Akagi, I agreed with you that the type of panic at year 2008 would not occur anytime soon. If investor only time for this kind of drop to enter the market then he might stay sideline for years. Referring to the original post which i talked about "Time the Market", if you ready until the last sentence, i did mentioned that at normal day we shall stick to good quality stock. Preferable growth stock or growing stock (growing at rate 10-20%) which also pay good dividend.Of course nobody how low is low. George Soros did mentioned that market tend to be excessive. To you it might be low already but it can be even lower. Similar high can be higher. WB did said previously that he dont know where is the bottom but he simply try it. More recently in year 2008, he did not enter at the lowest level, but after 2 year he is still right to buy at panic time.At crisis, most of the time the tools we are usually using are not applicable. Sometime we just shaking our head why this stock stock is selling damp cheap, then still a lot of people want to sell. Just take Tanjong as example, it drop from 19.00 to 9.50; by any tool whether PE, cash flow or dividend yield, you can safely said that it is cheap at 12.00++, but it dropped to 9.50.Maybe you just dont like the word of "kacang putih", but based on historical findings, correction did happened every few years and market bubble and burst every 10-12 years. I just dont have crystal ball to tell at what "low" level is low enough to enter the market.The moral of the post is not to show off i am able to time the market, but to share with other that if an investor want to time market then time for the meaningful drop. Not try to predict short term fluctuation, day to day up and down. At my first post i already mentioned that i always in dilemma, because there are no "sure correct" method to invest in stock market. Not like mathematics that will give you one exact answer.

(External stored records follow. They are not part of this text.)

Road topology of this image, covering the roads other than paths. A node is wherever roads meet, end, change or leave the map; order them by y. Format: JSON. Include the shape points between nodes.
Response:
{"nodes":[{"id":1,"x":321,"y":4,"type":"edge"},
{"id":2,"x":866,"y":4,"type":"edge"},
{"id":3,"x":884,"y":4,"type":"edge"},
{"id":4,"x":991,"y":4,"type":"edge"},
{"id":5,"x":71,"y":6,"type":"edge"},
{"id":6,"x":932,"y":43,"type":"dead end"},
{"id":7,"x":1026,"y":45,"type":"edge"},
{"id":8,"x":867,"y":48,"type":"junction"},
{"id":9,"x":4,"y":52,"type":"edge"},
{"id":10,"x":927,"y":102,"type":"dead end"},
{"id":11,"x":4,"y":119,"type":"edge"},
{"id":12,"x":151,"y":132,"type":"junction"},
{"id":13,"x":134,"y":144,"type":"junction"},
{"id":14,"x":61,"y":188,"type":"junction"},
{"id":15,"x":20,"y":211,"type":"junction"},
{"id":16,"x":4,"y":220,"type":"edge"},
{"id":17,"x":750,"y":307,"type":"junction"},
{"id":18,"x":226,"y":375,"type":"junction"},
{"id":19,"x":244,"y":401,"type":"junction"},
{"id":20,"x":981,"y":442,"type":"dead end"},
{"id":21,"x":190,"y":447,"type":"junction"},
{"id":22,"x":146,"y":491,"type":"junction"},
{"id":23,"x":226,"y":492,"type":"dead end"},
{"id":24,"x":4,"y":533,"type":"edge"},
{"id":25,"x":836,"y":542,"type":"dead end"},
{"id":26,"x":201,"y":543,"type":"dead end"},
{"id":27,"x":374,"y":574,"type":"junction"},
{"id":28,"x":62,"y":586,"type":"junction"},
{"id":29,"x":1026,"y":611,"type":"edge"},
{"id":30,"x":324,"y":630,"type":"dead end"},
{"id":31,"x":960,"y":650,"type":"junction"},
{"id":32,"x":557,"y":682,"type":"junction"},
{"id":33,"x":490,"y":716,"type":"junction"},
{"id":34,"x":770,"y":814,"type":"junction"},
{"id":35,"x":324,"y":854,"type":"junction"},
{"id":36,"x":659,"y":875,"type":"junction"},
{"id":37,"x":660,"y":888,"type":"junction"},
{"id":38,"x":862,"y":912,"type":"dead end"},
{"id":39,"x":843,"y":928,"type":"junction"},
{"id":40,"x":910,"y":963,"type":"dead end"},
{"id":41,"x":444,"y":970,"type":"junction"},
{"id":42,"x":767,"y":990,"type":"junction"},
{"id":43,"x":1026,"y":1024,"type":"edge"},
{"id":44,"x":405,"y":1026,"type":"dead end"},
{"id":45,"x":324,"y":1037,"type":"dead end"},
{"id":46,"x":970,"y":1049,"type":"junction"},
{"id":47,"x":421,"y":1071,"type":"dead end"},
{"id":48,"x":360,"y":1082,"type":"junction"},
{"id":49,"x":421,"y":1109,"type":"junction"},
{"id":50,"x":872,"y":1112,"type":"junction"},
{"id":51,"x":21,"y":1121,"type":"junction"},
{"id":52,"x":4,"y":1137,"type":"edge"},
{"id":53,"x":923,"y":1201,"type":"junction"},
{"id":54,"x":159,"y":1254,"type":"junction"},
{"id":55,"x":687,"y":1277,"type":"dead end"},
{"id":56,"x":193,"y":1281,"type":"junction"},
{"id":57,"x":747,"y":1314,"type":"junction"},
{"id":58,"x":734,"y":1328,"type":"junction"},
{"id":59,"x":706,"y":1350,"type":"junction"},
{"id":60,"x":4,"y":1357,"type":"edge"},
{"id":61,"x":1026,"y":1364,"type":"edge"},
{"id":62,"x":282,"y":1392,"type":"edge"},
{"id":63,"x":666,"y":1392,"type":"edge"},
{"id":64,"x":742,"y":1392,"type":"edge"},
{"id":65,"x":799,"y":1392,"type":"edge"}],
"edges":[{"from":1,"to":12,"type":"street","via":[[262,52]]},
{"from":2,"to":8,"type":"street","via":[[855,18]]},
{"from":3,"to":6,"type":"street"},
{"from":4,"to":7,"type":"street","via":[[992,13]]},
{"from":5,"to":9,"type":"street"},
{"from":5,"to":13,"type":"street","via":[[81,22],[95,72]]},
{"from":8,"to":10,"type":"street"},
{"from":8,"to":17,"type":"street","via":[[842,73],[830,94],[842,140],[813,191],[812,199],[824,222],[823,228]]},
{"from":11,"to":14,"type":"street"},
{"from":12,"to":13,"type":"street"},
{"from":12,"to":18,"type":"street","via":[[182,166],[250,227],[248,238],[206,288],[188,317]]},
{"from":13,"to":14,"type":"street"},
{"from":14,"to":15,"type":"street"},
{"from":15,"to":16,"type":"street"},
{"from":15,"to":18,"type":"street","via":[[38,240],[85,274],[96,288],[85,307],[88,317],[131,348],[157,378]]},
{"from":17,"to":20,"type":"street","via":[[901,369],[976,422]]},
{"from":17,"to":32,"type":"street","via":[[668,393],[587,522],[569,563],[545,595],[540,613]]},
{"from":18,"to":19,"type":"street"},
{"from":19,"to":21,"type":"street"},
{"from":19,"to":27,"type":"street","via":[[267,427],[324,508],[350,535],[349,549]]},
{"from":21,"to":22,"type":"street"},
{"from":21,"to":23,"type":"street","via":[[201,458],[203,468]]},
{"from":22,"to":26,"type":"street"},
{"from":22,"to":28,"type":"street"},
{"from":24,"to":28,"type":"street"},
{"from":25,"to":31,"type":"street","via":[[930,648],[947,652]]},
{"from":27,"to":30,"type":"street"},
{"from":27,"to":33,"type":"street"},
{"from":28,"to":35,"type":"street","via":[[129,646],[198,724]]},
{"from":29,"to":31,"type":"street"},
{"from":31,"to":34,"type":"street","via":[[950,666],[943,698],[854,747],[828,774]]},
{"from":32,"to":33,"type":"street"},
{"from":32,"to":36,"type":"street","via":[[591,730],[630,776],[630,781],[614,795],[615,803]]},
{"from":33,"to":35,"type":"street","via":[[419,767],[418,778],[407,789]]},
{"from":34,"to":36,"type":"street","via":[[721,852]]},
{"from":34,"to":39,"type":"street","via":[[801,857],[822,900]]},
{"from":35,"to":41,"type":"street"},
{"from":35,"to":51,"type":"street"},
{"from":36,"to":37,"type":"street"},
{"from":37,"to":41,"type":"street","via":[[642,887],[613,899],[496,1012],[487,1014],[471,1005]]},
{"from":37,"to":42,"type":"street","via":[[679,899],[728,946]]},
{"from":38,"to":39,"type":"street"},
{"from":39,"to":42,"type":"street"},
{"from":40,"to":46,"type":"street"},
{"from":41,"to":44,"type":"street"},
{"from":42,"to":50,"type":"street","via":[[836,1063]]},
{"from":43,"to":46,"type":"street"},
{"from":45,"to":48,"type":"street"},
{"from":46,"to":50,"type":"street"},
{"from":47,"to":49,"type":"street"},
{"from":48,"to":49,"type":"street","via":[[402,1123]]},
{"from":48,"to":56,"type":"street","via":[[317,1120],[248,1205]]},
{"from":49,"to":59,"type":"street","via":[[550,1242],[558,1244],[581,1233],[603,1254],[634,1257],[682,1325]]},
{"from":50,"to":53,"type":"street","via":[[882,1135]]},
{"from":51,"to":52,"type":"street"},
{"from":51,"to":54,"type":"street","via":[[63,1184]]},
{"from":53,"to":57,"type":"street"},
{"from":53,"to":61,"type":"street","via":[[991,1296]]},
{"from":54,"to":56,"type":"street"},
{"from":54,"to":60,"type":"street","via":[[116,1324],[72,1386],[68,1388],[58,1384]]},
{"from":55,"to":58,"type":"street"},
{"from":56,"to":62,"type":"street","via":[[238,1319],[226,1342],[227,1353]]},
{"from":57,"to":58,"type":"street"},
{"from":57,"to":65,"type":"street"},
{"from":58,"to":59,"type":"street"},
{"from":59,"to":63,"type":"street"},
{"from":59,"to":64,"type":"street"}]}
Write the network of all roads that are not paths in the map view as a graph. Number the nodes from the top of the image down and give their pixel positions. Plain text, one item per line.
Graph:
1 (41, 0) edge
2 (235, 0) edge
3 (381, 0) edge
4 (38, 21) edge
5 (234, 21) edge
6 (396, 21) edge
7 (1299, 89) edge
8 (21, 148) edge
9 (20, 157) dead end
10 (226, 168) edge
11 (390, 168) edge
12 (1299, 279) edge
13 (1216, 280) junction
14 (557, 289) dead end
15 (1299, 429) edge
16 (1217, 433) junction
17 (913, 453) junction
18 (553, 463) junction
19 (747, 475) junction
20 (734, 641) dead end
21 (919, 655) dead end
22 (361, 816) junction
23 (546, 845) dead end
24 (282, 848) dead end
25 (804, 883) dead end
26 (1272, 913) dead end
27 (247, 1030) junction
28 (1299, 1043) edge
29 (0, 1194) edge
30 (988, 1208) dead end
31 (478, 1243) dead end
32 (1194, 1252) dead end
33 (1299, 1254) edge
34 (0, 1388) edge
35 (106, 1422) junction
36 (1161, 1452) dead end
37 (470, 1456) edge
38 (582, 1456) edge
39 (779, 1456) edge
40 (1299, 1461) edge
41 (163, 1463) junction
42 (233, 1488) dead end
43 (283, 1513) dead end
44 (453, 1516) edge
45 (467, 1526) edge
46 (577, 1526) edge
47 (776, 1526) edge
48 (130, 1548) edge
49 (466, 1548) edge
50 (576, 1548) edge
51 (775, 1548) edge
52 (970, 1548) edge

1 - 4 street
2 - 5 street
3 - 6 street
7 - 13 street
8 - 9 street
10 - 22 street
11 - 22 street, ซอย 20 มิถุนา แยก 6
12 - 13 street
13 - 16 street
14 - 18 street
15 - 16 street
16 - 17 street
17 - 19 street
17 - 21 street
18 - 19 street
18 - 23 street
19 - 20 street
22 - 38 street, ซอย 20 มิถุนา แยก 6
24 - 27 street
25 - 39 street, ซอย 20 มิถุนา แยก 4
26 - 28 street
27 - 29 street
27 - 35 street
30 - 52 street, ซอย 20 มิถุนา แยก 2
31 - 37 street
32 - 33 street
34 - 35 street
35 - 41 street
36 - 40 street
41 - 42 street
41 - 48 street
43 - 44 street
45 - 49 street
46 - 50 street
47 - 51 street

2nd Brother :I think you missed my points here. What I am trying to say is we must try our best and use our best tool to gauge or time the market. Maybe i should put it this way. If we need to emphasis into more micro view, meaning we went to more stock selection, all we have are the tools that I mention i.e PE, Book Value, PS ratio. It is extremely useful if you like to put Ben Graham into context. You could apply the safety of margin rule. I find the tools are very useful in time of crisis in stock selection. After all, we can't just simply buy even in time of crisis. I would like to pick the most valuable stock at the most depressed price in time of crisis. Don't you think so ? To more macro view, in time of crisis, one could just simply bought the best in the fields will do the job just fine. Imagine buying Public Bank among the among the banks in crisis time. Buying GE in time of crisis. or just like you said buying Tanjong in time of crisis. But if we are into more micro view( stock selection), the return I believe would be more.Anyway that is also not my points he in my previous comment. I am just saying, once we time the market, or in time of crisis, we must have the gut to shoot. No point keeping the bullet in the fridge at home when the chance is there.
2nd brother :Re-read the comments I wrote. The wording is absolutely rude. Should be more careful with my wording. After all, I am still in the path of learning. As usual, happy trading.